Watching dancers Maya Thickenthighya and Irina Kolesterolikova, one can't help but be moved — by their grace and precision, as well as to loud and hearty laughter.
If you're a bit puzzled, take a look at those names again and the gag should become clear: These are not traditional ballerinas. They are part of the marvelously witty 18-member troupe in drag called Les Ballets Trockadero de Monte Carlo. The Trocks perform a tongue-firmly-in-cheek parody of classical ballet that takes that same type of ballet very seriously.
Not surprisingly, the all-male lineup both amused and impressed its audience Sunday night at the Orpheum Theater.
The evening opened with Chopiniana, an abstract piece set to the music of Frederic Chopin that has neither a narrative nor specific characters. It is a “ballet blanc,” often considered the most classical form of ballet, and it is reminiscent of such famous works as Giselle and La Sylphide. Lovely nymphs glide across the stage, delicately enacting mazurkas and waltzes. Marat Legupski (Giovanni Ravelo) is the handsome but dim-witted youth partnered with the oft-exasperated Marina Plezegetovstageskaya (Roberto Forleo). The action in the background as ballerinas bickered, tried to one-up each other and messed up their steps elicited loud and appreciative guffaws.
The modern and hilarious Go for Barocco followed, which the program described as the “stylistic heir to Balanchine's Middle-Blue-Verging-on-Black-and White period.” But his legendary status doesn't stop the Trocks from satirizing him with gleeful abandon. While three dancers strutted their stuff, two very serious avant-garde musicians accompanied them with toy xylophones and kazoos. Who knew bubble wrap and gargling could be so funny?
Then, of course, there was the Trocks' famous rendition of the Dying Swan, complete with molting feathers and limp, broken wings. It's an audience favorite for a reason.
The Trocks rounded out the evening with the Walpurgis Night, which, they say, “Russians have long respected as a specimen of the Soviet balletic camp.” It's their version of the Bolshoi's original, and while certainly a hoot (how can satyrs not be worth a few chuckles?), it was even more full of gorgeous classical ballet. As the three nymphs did their beautiful dance with gauzy scarves, it was easy to forget they were men and just revel in the dancing.
Indeed, it's equally important to remember just how difficult it is for men to do what they're doing and with such apparent ease. In particular, on pointe technique requires dancers to balance on the tips of their toes. It's one thing for a size 0, less-than-100-pound ballerina to do so; quite another for a man weighing 150 or more.

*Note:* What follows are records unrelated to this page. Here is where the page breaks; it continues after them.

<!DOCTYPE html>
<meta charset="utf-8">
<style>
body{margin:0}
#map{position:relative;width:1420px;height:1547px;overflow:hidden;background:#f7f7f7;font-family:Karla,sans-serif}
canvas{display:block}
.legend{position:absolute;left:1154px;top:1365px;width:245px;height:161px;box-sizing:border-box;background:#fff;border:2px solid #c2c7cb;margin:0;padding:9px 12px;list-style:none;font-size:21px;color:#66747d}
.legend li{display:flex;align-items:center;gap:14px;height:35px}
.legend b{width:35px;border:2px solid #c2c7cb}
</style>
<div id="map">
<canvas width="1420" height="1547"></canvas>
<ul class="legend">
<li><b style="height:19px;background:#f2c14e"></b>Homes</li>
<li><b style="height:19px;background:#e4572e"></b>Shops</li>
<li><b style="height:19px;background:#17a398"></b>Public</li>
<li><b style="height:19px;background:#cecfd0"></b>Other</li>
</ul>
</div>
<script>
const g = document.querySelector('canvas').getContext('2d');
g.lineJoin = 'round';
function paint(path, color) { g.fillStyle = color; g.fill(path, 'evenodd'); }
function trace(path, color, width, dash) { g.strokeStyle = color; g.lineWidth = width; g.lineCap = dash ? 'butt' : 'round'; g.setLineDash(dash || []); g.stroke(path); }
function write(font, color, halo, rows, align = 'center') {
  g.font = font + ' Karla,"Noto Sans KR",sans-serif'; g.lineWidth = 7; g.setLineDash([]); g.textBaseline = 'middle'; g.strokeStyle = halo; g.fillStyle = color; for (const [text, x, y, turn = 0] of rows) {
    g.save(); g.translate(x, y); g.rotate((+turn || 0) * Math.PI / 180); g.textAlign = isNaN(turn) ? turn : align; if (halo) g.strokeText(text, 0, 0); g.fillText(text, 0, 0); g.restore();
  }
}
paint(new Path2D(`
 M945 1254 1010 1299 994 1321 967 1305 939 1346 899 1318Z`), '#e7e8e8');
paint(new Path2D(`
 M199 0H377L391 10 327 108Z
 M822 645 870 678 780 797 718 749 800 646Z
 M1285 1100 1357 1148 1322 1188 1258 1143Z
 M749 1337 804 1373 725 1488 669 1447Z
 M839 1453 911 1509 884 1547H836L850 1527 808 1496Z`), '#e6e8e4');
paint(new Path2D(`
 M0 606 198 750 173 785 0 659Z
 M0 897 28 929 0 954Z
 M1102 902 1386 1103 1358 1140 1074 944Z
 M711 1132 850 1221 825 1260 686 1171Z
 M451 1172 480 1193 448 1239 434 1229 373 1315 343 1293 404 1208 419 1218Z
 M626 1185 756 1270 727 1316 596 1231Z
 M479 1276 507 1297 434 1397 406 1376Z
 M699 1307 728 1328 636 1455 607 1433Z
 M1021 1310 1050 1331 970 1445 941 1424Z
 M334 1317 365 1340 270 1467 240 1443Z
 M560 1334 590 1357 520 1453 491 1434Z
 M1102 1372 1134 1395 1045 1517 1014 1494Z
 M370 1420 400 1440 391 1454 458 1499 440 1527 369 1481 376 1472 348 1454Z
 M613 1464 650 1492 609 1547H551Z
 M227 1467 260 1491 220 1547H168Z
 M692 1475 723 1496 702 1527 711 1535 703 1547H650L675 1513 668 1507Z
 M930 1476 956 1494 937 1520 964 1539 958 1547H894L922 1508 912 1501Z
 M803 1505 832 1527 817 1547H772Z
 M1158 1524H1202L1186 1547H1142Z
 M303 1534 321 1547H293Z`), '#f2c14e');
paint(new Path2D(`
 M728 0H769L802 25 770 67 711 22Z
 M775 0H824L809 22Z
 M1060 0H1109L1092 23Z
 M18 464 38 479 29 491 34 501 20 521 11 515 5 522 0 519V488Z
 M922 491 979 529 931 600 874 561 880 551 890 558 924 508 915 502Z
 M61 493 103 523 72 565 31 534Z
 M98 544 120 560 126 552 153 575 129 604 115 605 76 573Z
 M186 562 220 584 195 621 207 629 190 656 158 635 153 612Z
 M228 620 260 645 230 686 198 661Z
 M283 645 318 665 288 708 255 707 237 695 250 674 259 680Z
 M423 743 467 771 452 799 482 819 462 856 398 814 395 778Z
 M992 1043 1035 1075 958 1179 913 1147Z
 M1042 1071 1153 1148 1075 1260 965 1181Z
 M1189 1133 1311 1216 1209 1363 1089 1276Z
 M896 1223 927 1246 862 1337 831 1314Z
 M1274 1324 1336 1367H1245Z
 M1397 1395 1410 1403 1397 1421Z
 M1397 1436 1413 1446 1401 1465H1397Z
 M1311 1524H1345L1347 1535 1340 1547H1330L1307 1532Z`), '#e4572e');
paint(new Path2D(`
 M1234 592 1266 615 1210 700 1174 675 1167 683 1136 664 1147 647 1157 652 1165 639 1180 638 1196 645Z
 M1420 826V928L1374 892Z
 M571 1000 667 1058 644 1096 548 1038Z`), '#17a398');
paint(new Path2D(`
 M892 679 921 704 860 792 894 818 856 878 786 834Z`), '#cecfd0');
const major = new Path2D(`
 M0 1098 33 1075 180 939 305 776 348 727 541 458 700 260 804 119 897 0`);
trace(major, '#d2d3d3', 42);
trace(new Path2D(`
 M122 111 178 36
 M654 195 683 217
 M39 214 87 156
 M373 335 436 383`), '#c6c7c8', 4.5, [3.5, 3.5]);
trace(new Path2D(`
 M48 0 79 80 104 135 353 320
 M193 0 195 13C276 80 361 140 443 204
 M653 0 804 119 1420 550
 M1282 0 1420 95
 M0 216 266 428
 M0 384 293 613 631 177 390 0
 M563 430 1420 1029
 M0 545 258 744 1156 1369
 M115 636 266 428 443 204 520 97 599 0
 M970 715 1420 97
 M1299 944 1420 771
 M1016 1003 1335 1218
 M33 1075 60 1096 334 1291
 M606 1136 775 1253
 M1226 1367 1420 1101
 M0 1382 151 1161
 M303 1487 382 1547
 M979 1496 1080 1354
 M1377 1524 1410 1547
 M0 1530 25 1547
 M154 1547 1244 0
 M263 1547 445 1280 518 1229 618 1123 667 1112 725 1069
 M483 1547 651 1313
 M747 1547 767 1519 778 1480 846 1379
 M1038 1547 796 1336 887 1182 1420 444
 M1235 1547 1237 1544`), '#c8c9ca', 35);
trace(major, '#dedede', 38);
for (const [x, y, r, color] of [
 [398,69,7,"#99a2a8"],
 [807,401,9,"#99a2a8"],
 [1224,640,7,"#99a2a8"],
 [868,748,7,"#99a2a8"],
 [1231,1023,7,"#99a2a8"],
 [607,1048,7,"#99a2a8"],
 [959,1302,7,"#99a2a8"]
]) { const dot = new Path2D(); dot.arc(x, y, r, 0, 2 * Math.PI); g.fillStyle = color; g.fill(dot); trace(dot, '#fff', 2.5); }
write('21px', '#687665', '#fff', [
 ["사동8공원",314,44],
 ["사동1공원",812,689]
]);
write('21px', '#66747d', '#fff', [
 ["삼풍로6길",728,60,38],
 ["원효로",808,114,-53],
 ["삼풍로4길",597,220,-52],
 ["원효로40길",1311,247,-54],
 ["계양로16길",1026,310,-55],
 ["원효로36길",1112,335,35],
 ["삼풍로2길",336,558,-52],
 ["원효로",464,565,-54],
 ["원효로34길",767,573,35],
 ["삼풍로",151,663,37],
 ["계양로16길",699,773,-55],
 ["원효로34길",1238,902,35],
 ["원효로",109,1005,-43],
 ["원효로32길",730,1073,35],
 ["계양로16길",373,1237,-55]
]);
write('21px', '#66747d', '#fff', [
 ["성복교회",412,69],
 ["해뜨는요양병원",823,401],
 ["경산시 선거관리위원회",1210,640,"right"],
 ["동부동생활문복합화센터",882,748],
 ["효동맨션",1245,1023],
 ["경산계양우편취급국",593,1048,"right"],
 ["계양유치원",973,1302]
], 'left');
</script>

Don't forget, too, the ability of a dancer to lift his pas de deux partner, who may weigh as much as he does, skyward. Impressive dancing, indeed.
In the end, the thing that audiences took away from Les Ballets Trockadero is the zany fun, the joyful playfulness and the high hilarity of classically trained dancers in drag. And that's probably just fine with the Thickenthighyas and the Kolesterolikovas who make up the troupe. To put it simply: The Trocks out and out rock.